Problem requirements ::
Go through the entries below and give the number of lines that have the string "ANTONIO", and only that.
▬▬▬▬▬▬
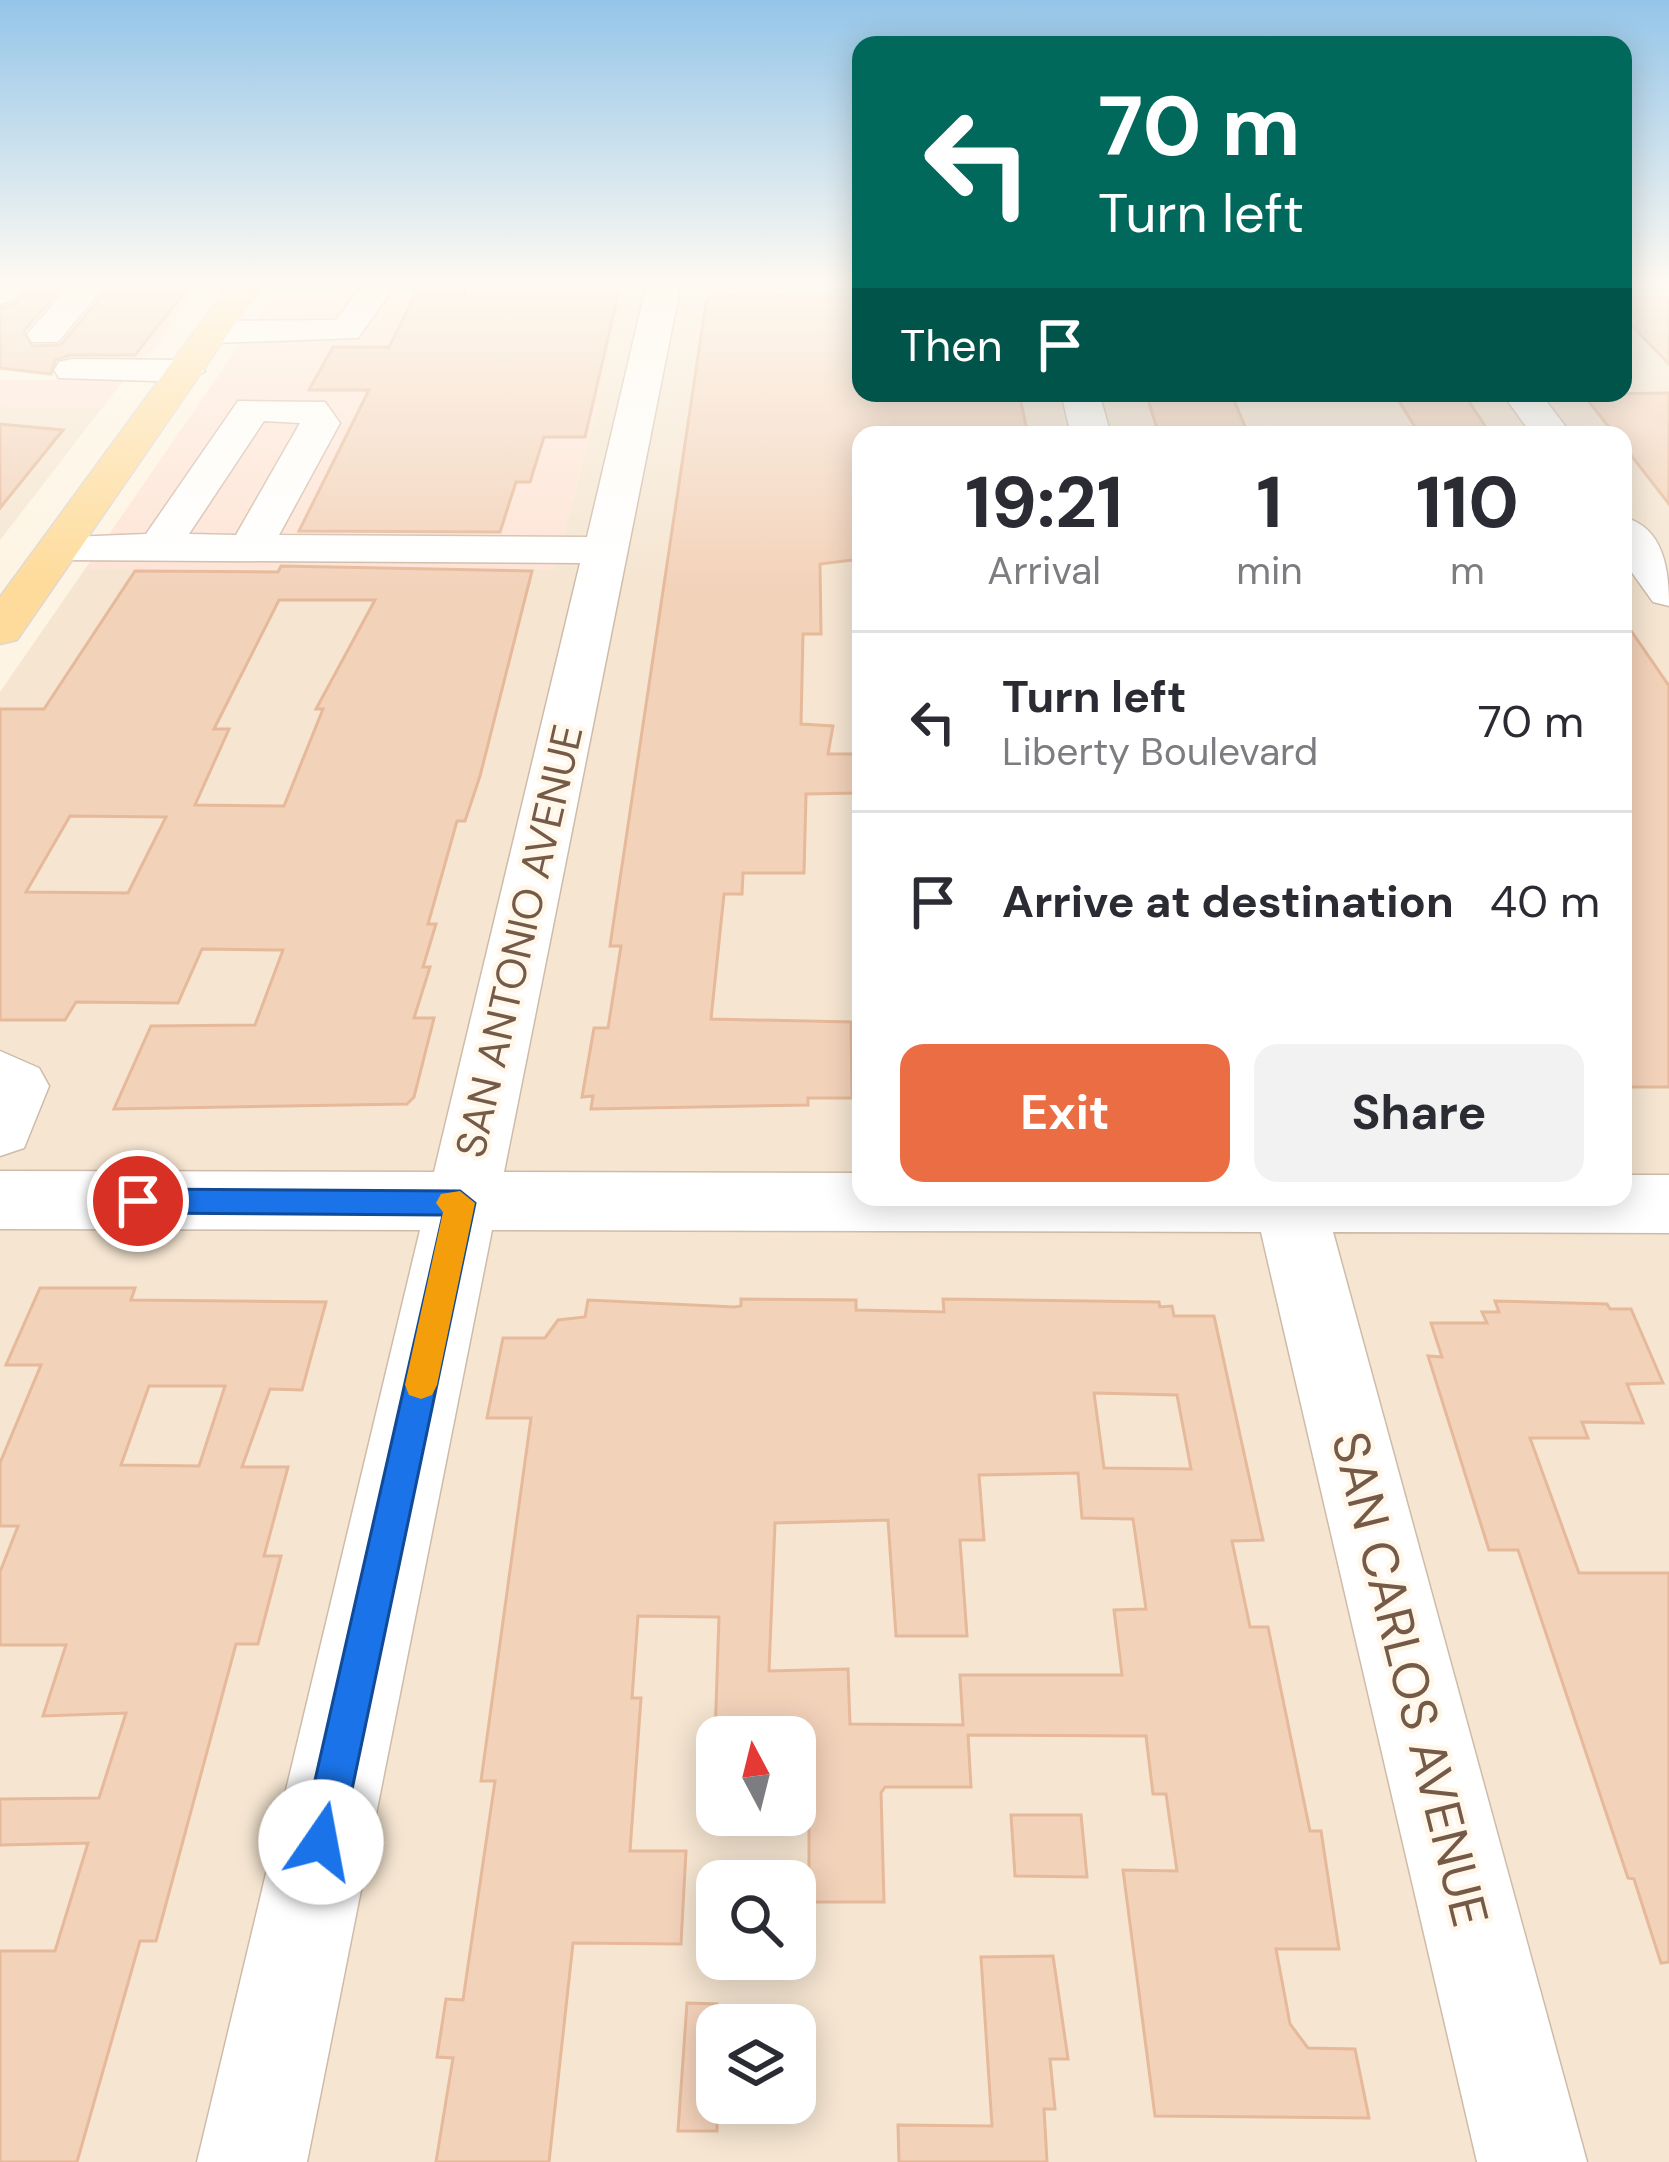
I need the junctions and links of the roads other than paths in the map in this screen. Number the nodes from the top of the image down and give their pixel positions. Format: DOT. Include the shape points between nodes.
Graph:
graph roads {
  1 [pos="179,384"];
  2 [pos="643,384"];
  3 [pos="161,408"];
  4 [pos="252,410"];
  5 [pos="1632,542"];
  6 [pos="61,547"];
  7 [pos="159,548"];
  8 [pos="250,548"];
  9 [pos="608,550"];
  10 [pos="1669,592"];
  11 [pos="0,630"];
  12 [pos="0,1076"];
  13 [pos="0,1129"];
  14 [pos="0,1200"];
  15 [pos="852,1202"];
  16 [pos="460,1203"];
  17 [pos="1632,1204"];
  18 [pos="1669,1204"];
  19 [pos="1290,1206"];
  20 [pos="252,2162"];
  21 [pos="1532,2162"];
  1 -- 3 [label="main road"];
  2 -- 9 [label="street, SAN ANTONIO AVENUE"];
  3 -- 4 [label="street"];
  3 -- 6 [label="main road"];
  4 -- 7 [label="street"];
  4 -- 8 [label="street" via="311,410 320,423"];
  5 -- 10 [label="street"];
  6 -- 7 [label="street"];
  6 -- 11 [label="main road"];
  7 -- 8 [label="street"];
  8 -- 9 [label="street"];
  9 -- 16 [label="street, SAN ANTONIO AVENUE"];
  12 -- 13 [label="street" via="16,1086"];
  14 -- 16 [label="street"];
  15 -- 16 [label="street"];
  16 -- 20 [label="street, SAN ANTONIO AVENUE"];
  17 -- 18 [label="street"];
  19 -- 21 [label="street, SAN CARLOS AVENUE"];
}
▬▬▬▬▬▬
Exercise solution ::
3